Having the Talk is an Important Step to Support Donation

At LifeNet Health, our goal is to highlight the importance of organ, eye, and tissue donation. We want to encourage as many people as possible to give others a second chance at life by registering as donors.

Because the decision to donate starts at home, we are also encouraging everyone to go one step beyond registering: Talk to your family about your decision to donate, and talk to your friends. Be ready to answer questions and share viewpoints, including why donation is important to you.

Research shows that having the talk is important as a first step to increasing support for donation. If we all start talking, one family at a time, we can save lives. More than 100,000 people are on the national organ transplant waiting list, and they need our help. Millions more can benefit from donated tissue.

Please use this page as a guide to all things related to having the talk. Scroll down for resources you can share with others.

Tips for Having the Talk

We know having the talk might not be easy, but it's important. Here are some tips to get started.
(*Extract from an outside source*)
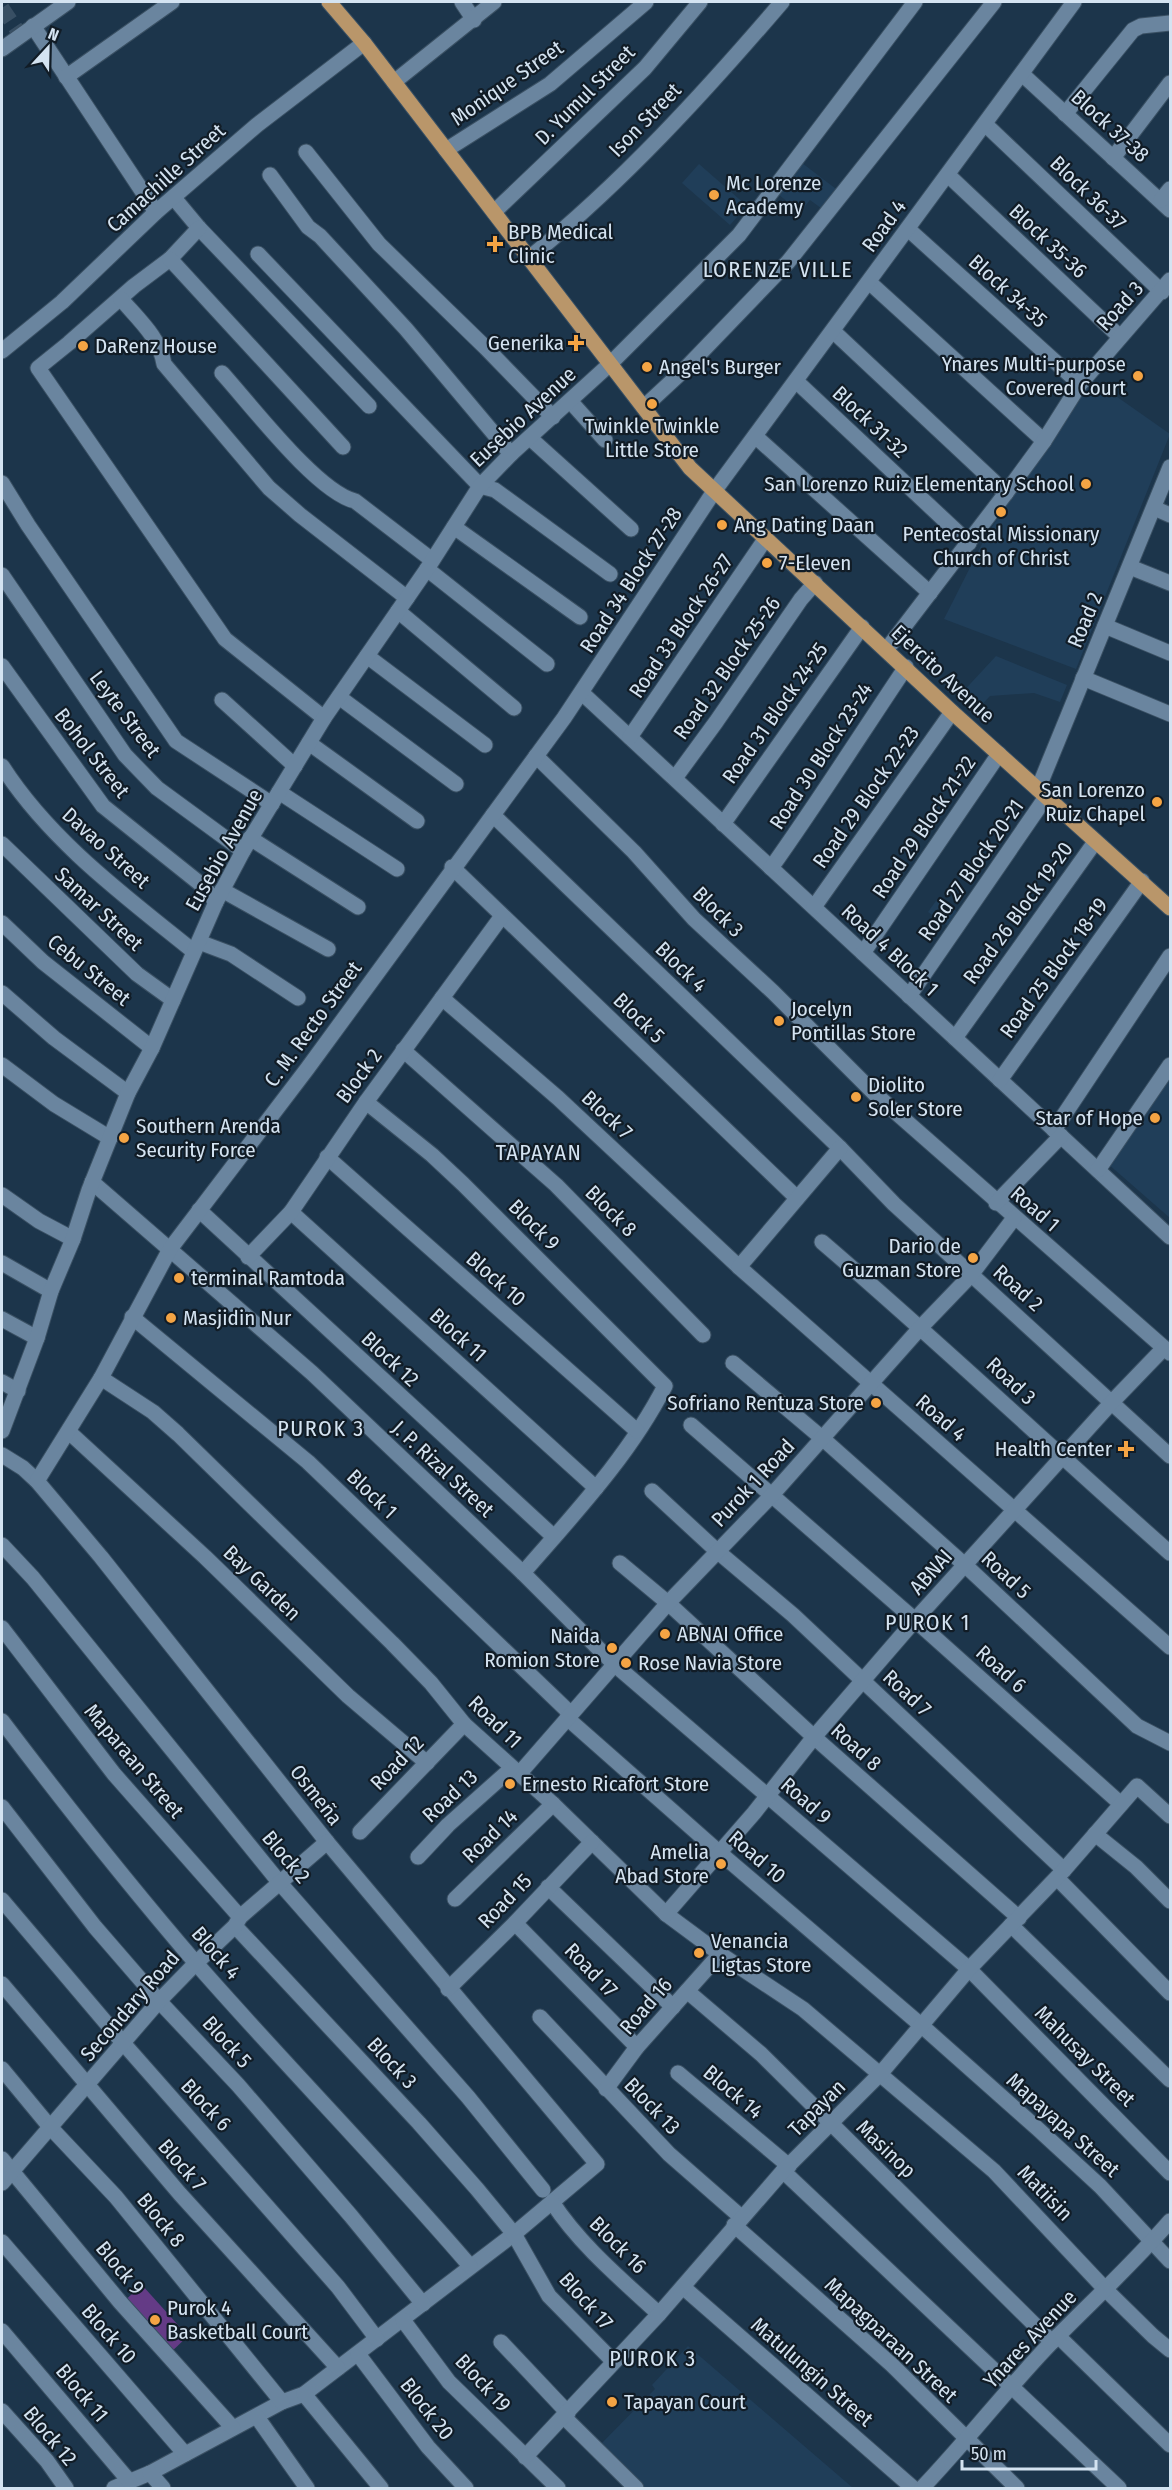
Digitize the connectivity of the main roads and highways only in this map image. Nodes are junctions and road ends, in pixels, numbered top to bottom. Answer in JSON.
{"nodes":[{"id":1,"x":329,"y":2,"type":"edge"},
{"id":2,"x":1170,"y":908,"type":"edge"}],
"edges":[{"from":1,"to":2,"type":"main road","name":"Ejercito Avenue"}]}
  • Start by bringing up something you saw or read. It could be a social media post by LifeNet Health, or a news article. Talk about what you learned, or what you found inspiring.
  • Talk about the good that comes from donation. For example, one organ donor can save up to nine lives. One tissue donor can restore health for up to 150 patients. A cornea donor can restore sight for two people. And a research donor can support medical breakthroughs that end up helping thousands.
  • Share your point of view, and your decision. You can be specific about your intentions to donate organs, tissue, corneas, or even donating for research purposes.
  • Be sure to listen as well. Your family and friends may have questions or concerns. Hear those, and share information if you can. If there’s something you don’t know, then find a trusted resource to learn more. Many people report greater levels of trust for medical professionals and organizations like LifeNet Health that are involved in transplantation. Just be sure to focus on facts.
  • Finally, be open to evolving the conversation over time. There are lots of end-of-life issues we should be talking about. A conversation about organ and tissue donation is just one of those topics. The most important thing to remember is that talking now can bring peace of mind later – and it can make a lifesaving difference for others.